You pay me a great compliment Phil, but no, not consciously. I was trying to tell the story as plainly as possible, without my usual garlands and streamers. As usual, I wrote it in one unedited pass, but very unusually, I wrote it when I was half-cut. Maybe the booze brought out the Papa in me. That and the fucking chronic pain lately.
Don’t worry, though. No shotgun-smoking in my future.
Yeah, i miss you writing shit down too. Actually, I miss me reading the shit you write down, which I seem to do all too infrequently these days.

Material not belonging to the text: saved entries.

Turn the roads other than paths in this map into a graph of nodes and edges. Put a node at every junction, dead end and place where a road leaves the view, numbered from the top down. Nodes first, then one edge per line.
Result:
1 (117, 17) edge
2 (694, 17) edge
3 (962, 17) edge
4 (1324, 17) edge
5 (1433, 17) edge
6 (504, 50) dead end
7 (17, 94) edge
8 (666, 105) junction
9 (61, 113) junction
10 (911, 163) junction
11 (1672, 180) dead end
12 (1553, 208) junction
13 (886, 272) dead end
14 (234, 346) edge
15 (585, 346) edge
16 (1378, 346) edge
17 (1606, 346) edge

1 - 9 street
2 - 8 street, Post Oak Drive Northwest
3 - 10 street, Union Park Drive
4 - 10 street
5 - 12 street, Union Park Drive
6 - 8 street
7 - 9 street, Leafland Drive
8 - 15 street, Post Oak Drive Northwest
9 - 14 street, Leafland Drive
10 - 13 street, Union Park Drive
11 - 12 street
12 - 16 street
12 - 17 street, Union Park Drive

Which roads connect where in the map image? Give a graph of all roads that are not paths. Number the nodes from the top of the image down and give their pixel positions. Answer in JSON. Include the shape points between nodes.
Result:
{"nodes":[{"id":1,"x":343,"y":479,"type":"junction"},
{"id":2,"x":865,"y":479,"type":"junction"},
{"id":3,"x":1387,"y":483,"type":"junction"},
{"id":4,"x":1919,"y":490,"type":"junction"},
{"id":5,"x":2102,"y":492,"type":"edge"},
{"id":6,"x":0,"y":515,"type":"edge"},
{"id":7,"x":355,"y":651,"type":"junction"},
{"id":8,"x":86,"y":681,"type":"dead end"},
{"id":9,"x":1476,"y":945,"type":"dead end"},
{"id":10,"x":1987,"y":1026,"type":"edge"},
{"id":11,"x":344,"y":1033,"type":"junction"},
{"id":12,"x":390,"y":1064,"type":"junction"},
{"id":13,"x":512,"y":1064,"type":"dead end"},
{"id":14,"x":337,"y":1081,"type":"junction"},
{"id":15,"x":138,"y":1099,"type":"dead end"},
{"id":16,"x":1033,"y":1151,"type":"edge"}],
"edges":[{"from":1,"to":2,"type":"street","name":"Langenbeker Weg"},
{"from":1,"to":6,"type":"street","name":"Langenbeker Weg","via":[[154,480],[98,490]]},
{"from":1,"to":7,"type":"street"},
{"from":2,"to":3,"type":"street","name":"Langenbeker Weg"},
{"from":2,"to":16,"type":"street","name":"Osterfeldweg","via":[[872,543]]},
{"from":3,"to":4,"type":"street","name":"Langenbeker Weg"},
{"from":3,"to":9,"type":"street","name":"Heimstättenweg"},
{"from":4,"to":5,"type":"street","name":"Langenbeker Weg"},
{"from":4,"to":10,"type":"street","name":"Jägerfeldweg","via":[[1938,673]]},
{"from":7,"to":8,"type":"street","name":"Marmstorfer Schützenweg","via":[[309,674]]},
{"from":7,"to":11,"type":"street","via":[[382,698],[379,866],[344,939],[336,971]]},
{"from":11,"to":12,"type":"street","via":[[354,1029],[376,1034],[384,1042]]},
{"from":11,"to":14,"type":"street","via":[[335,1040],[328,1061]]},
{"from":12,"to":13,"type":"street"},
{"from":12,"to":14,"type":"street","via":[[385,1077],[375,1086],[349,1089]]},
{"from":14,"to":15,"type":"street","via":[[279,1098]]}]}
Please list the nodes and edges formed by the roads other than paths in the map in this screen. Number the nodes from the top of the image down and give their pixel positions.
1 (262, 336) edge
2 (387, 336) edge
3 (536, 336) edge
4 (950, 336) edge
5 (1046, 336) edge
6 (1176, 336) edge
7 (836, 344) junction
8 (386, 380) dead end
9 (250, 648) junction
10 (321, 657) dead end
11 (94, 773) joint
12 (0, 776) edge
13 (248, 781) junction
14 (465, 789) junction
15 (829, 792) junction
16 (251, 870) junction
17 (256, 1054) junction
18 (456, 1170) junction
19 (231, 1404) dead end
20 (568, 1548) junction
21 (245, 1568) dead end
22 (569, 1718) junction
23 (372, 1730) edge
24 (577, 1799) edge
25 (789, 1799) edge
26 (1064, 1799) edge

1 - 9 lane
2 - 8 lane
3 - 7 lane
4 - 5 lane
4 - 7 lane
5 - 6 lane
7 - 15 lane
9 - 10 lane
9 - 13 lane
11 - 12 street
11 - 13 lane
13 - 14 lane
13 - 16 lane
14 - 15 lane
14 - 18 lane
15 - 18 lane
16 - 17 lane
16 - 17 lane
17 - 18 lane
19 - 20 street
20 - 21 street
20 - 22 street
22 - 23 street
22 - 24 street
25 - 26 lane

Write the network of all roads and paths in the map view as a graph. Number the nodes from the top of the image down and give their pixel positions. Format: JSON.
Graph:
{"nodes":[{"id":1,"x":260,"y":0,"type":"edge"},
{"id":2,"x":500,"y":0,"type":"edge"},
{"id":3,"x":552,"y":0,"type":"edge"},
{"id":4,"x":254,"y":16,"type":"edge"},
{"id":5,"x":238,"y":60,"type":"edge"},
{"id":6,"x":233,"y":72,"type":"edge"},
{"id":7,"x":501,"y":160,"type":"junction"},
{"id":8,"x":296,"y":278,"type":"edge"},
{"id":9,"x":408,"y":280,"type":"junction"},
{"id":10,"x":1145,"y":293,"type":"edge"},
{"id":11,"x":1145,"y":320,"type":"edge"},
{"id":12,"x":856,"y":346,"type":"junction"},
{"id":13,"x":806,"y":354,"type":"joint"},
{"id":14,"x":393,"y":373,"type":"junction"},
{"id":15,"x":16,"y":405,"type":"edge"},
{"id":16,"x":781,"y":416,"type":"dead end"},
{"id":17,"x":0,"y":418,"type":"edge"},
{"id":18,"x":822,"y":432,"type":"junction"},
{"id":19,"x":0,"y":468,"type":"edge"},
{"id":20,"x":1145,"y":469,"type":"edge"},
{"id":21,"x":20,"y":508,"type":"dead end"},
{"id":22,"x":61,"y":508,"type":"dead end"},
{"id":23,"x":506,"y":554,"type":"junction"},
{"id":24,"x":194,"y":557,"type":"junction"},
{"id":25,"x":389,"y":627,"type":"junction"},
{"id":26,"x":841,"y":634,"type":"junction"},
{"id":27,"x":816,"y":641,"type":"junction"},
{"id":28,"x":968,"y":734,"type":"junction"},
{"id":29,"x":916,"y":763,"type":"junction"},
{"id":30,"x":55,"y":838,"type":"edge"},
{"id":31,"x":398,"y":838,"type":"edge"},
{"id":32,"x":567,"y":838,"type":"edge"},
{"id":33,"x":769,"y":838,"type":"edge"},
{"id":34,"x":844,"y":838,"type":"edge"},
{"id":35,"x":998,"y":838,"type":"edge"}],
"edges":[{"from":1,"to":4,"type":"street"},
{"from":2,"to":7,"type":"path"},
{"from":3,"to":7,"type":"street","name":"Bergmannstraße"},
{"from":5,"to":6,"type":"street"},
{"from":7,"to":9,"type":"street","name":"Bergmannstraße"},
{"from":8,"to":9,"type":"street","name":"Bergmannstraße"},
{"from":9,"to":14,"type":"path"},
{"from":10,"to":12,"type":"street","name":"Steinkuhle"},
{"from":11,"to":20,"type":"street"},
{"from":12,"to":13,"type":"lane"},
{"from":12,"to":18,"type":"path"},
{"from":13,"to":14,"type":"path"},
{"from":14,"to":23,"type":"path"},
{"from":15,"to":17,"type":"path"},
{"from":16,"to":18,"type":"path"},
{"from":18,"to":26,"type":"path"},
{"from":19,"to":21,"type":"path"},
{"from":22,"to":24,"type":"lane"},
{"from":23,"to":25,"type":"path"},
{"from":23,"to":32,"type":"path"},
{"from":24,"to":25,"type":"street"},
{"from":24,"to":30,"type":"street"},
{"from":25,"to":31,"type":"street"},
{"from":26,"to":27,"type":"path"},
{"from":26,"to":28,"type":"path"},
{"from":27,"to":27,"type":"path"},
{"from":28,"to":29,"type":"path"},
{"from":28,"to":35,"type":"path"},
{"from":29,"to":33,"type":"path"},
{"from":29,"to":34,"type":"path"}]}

Great story and, once again, one that makes me both wild with jealousy at the full life you’ve lived and pissed off with myself for not taking advantage of opportunities along the lines of this one (not that there were that many, but a few) before it got to be too late. As I look down the barrel of 45-fucking-years-old in two days time, I feel this way more and more.
Never mind, onward and upward or some such shit.
See what happens when you get old? It’s 45-fucking-years-old in four days time, damn it!
Happy birthday, dg, mate.
Life can’t be too bad, living in Queensland, damn you!
Well, what matters is not where, but how you live and I fail that one pretty comprehensively.
But that’s OK, it’s my bed, I made it and now I’m lying in it. It’s all good. There are definitely worse places to be miserable in than Queensland, I grant you that.
It took me a moment to remember how I got here..oh now I remember…I googled regret and you were the 12th result.
I was searching for antidotes for my “regret demons” which raised their heads tonight demanding attention and making sleep impossible.
The first eleven search results offered little comfort or inspiration save for one Turkish proverb:
However your story was a refreshing and beautiful stop in my journey.